The task will not have been made any easier after the government scrapped a Public Service Agreement (PSA) to reduce the ethnic minority employment, following a “rationalisation of targets.”
The PSA obliged government to “significantly reduce the difference between the employment rates of the disadvantaged groups and the overall rate.”
Ministers interpreted the word “significantly” to mean a 1% drop in the gap, before ditching the PSA altogether in spring last year.
A report by the Business Commission on Race Equality in the Workplace, produced for the DWP in October 2007, found that over 60% of businesses “did not recognise a connection between diversity and business performance”, and that four out of every five employers did not see any need to improve recruitment and progression for ethnic minority staff, or review the impact of their recruitment procedures on race equality.

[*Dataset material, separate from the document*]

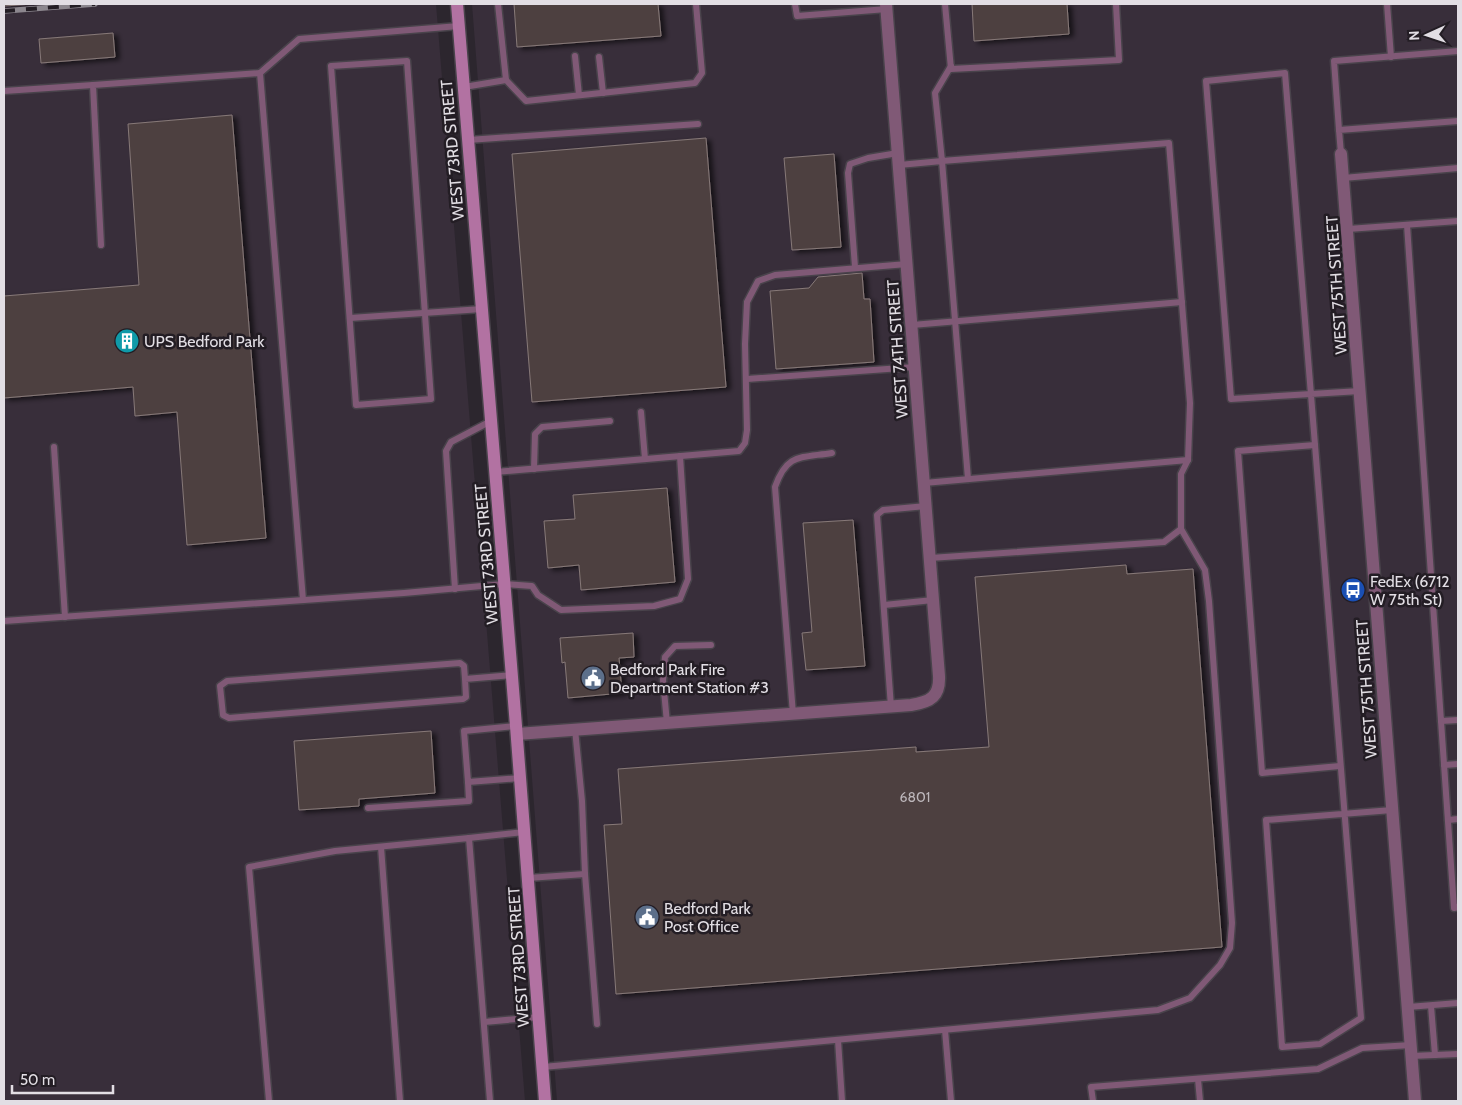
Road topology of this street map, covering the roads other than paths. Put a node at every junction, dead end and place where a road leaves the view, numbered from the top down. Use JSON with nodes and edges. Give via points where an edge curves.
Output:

The cost of this ethnic employment gap amounts £8.6 billion in lost revenues each year; £1.3 billion in tax revenues, and over £7 billion in lost output.
The Business Commission noted at the time that the ethnic minority employment gap was one percentage point below the average level compared to 1985.
They concluded: “Previous efforts [to reduce the gap] have failed because of a lack of priority and accountability [from government]. The continuation of the ethnic minority employment gap is not consistent with this country’s prosperity, contentment or traditions of fairness. The solution to this problem is in Government’s hands.
“The aim is to effect a large scale change in culture. There is no over-arching goal towards which everyone can progress. There are no interim milestones for which organisations can be held accountable. And there is insufficient knowledge of the detail of discrimination to support change. Without unequivocal leadership from Government, business practice in race equality will not change.”
The Business Commission recommended that the Equality and Human Rights Commission, led by Trevor Phillips, carry out thematic sector-based reviews of business starting this year, and that the Chancellor Alistair Darling takes personal responsibility for eradicating the ethnic employment gap.
Although experts claim there are several reasons for the employment gap – sometimes known as an “ethnic penalty” – it is widely agreed that discrimination by employers plays a significant part.
The persistence of the employment gap, virtually unchanged in decades, stands in stark contrast to image that Britain is considerably less racist today than the 1970s.
Black African, Indian and Chinese groups were more likely to have a degree than their white counterparts. Statistics also show that 85% of Asians and 82% of African and Caribbean people continue into further and higher education, compared with 69% of white people.
Yet only 4% of ethnic minority employees are in work training programmes as against 10% white employees, according to the National Audit Office.
Research by the Institute of Public Policy Research shows that white graduates are three times more likely than ethnic minority graduates to be offered a position by a top British company, while a survey in 2000 completed by 40 FTSE-100 companies showed that only one per cent of senior management positions were held by people from ethnic minority communities.
Experts say these figures demonstrate why the private sector should be covered by the new Equalities Bill. The government plan to exempt business from the proposed law, as is the case with previous race relations legislation.
In addition to the employment gap, a Cabinet Office study uncovered evidence of race discrimination within the workplace. Comparing equally-qualified Black and White workers, it fond that white employees earned on average £116 less per week, or £6,000 per year. Bangladesh and Pakistan workers earned on average £7,800 less than whites with the same qualifications.